With the farm location, I'll start by turning to options I have on file. But computer scouting taps out pretty quickly, and it's also boring and makes me feel lazy, so I'm always anxious to hit the road to "cold scout" (lol a silly term to mean looking somewhere new).
So I scout farms. Some options in Santa Clarita, in Lancaster, in Palmdale, and beyond. I upload the pictures. I get notes back: we like this, look for more of that, etc.
And then, one day I'm told they have enough, and to move on to something else.
Sometimes I hear which location gets chosen; often, I forget to ask, and only find out when I watch the finished work. So that's where my role ends.
But my part is only the start to a LONG process.
From the cleared locations, the production designer and location manager will re-scout their top selects in person to assess both creative possibilities and logistical feasibility.
Also weighing into the conversation is the director of photography; where the production designer can speak to the look of a location, the DP will offer expertise and insight into how it will shoot.
At some point, the top top selects are chosen, and a director/showrunner scout will follow. Hopefully, a final location is chosen; but often, we'll be asked for more rounds of options.
Once a "hero" location is finally chosen, a member of the locations department is assigned as the main point person to handle EVERYTHING there, from logistics to contracts to neighbor complaints and so forth.
Meanwhile, the production designer/art department start drawing up plans for how the location will be dressed/altered. Because EVERYTHING is likely to change in some way. Walls painted or wallpapered. Furniture removed. Appliances swapped out. New artwork on the walls.
Similarly, other depts have to work out their logistics, from generator placement to cable runs, condor locations, and so forth. Much of this takes place during the all-hands-on-deck tech scout, where all departments visit the hero locations and download their needs to locations.
I haven't even mentioned anything about departments like casting, which are so far outside my purview that I never hear how things work; yet they clearly have to take a location into consideration to figure out who should be in the scene.
And of course leading the charge on all of this are the ADs, who work out the exact schedules of all this insanity, background counts, arrival times, and so on, and so on, and so on.
Prep begins. All the various crews descend on a location to ready it for the shoot in the days leading up to the shoot. The locations person assigned to the location makes sure everything goes smoothly and puts out fires as they occur.
Then the big shoot. Crew of 100+ descend on the location. Much goes exactly according to plan; much changes as sudden inspiration takes place. Then it's time to clean up and restore like we were never there.

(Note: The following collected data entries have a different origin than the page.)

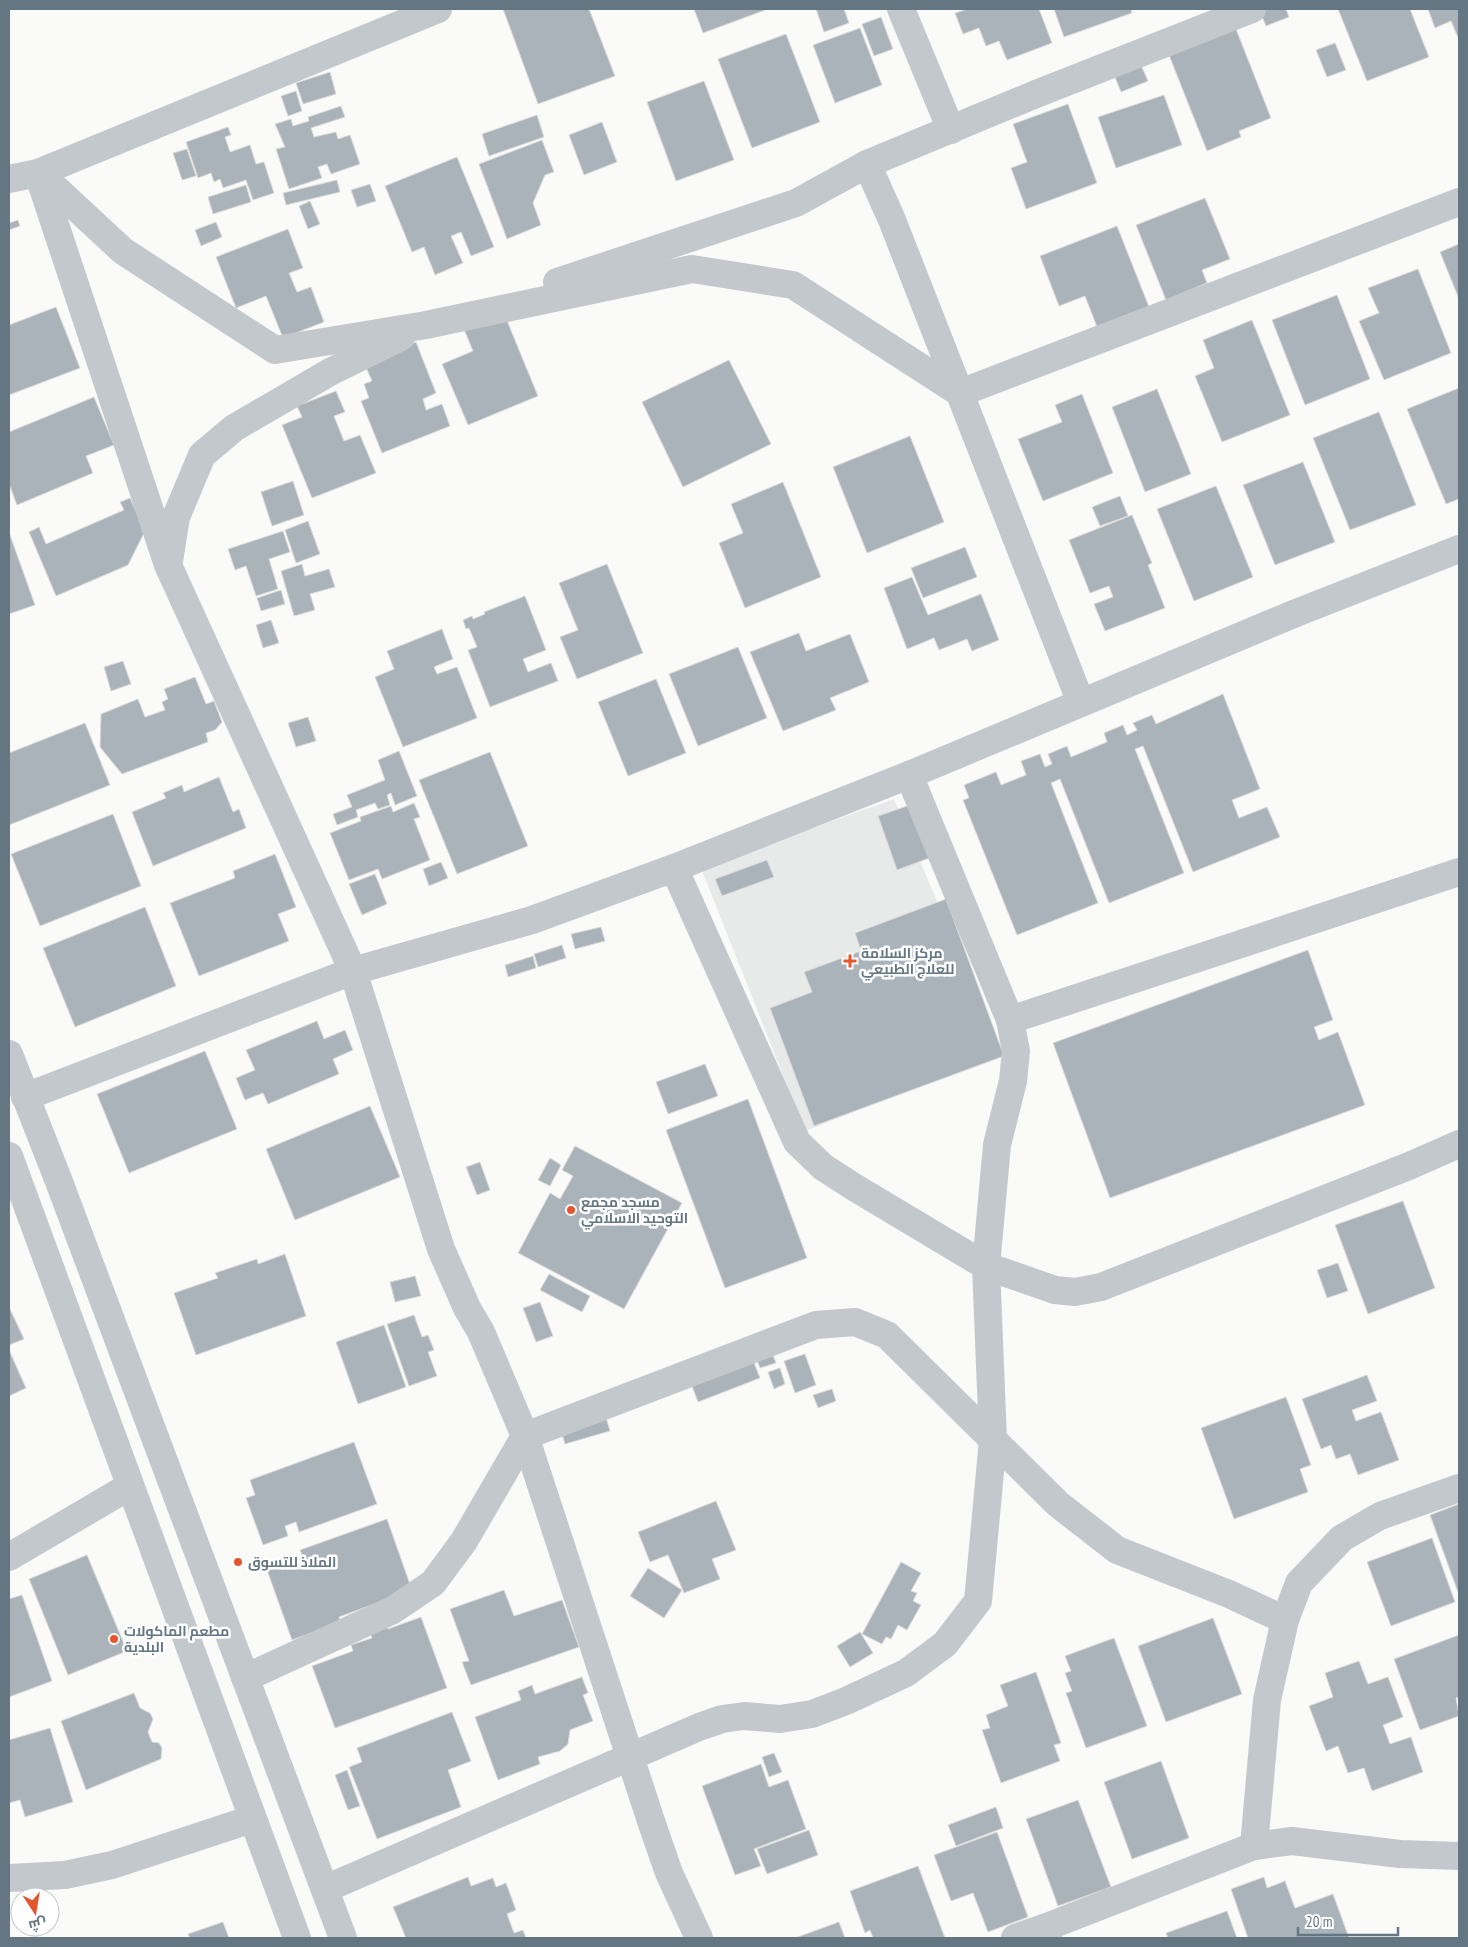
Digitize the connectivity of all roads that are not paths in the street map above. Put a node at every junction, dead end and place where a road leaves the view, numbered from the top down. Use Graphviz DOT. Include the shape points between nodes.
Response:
graph roads {
  1 [pos="438,9"];
  2 [pos="901,9"];
  3 [pos="1252,9"];
  4 [pos="951,130"];
  5 [pos="867,164"];
  6 [pos="38,174"];
  7 [pos="9,179"];
  8 [pos="1459,202"];
  9 [pos="426,325"];
  10 [pos="960,393"];
  11 [pos="1459,549"];
  12 [pos="168,565"];
  13 [pos="1081,703"];
  14 [pos="909,776"];
  15 [pos="674,868"];
  16 [pos="1459,872"];
  17 [pos="353,971"];
  18 [pos="1010,1020"];
  19 [pos="9,1054"];
  20 [pos="24,1097"];
  21 [pos="1459,1144"];
  22 [pos="9,1156"];
  23 [pos="16,1198"];
  24 [pos="986,1266"];
  25 [pos="524,1436"];
  26 [pos="993,1440"];
  27 [pos="130,1486"];
  28 [pos="1459,1488"];
  29 [pos="9,1557"];
  30 [pos="1285,1620"];
  31 [pos="245,1678"];
  32 [pos="630,1756"];
  33 [pos="252,1819"];
  34 [pos="1254,1846"];
  35 [pos="1459,1856"];
  36 [pos="9,1878"];
  37 [pos="324,1889"];
  38 [pos="1046,1933"];
  39 [pos="297,1938"];
  40 [pos="343,1938"];
  41 [pos="699,1938"];
  42 [pos="1015,1938"];
  1 -- 6 [label="street"];
  2 -- 4 [label="street"];
  3 -- 4 [label="street"];
  4 -- 5 [label="street"];
  5 -- 9 [label="street" via="796,203"];
  5 -- 10 [label="street"];
  6 -- 7 [label="street"];
  6 -- 9 [label="street" via="122,251 274,350"];
  6 -- 12 [label="street"];
  8 -- 10 [label="street"];
  9 -- 10 [label="street" via="692,269 793,285"];
  9 -- 12 [label="street" via="306,386 234,428 202,454 176,518"];
  10 -- 13 [label="street"];
  11 -- 13 [label="street"];
  12 -- 17 [label="street"];
  13 -- 14 [label="street"];
  14 -- 15 [label="street"];
  14 -- 18 [label="street"];
  15 -- 17 [label="street" via="532,920"];
  15 -- 24 [label="street" via="797,1142 823,1167"];
  16 -- 18 [label="street"];
  17 -- 20 [label="street"];
  17 -- 25 [label="street" via="441,1249 481,1332"];
  18 -- 24 [label="street" via="1016,1051 1014,1081 997,1145"];
  19 -- 20 [label="street"];
  20 -- 31 [label="street" via="58,1179"];
  21 -- 24 [label="street" via="1102,1287 1075,1292 1055,1290"];
  22 -- 23 [label="street"];
  23 -- 27 [label="street"];
  24 -- 26 [label="street"];
  25 -- 26 [label="street" via="816,1325 854,1322 887,1335"];
  25 -- 31 [label="street" via="464,1541 433,1583 393,1610"];
  25 -- 32 [label="street"];
  26 -- 30 [label="street" via="1058,1504 1118,1550"];
  26 -- 32 [label="street" via="978,1601 946,1644 906,1673 812,1714 780,1719 744,1716 722,1719"];
  27 -- 29 [label="street"];
  27 -- 33 [label="street"];
  28 -- 30 [label="street" via="1380,1516 1342,1538 1299,1582"];
  30 -- 34 [label="street" via="1267,1700"];
  31 -- 37 [label="street"];
  32 -- 37 [label="street"];
  32 -- 41 [label="street" via="669,1873"];
  33 -- 36 [label="street" via="112,1865 65,1875"];
  33 -- 39 [label="street"];
  34 -- 35 [label="street" via="1292,1841 1400,1854"];
  34 -- 38 [label="street"];
  37 -- 40 [label="street"];
  38 -- 42 [label="street"];
}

This is an extremely, EXTREMELY superficial summary of the various contributors to a film shoot. But my point is simply this.
Who is responsible for a location?
Literally. Fucking. EVERYONE.
Yes, I found the farm...but I also found dozens of other farms too.
Choosing THIS location, to look the way it did, to shoot it the way it was shot, with actors playing off their environment as they did, directed as they were, and so on...
The collaboration in filmmaking is unlike anything I've ever experienced in life, a ridiculously intense, passionate group effort of professionals from a thousand hyper-focused disciplines gathering together in the creation of art...
It's a really beautiful and unique thing in filmmaking that I think is rarely acknowledged, and in 20+ years of location scouting, Euphoria was one of the most talented group I've had the pleasure to work with. Hope you enjoyed our work.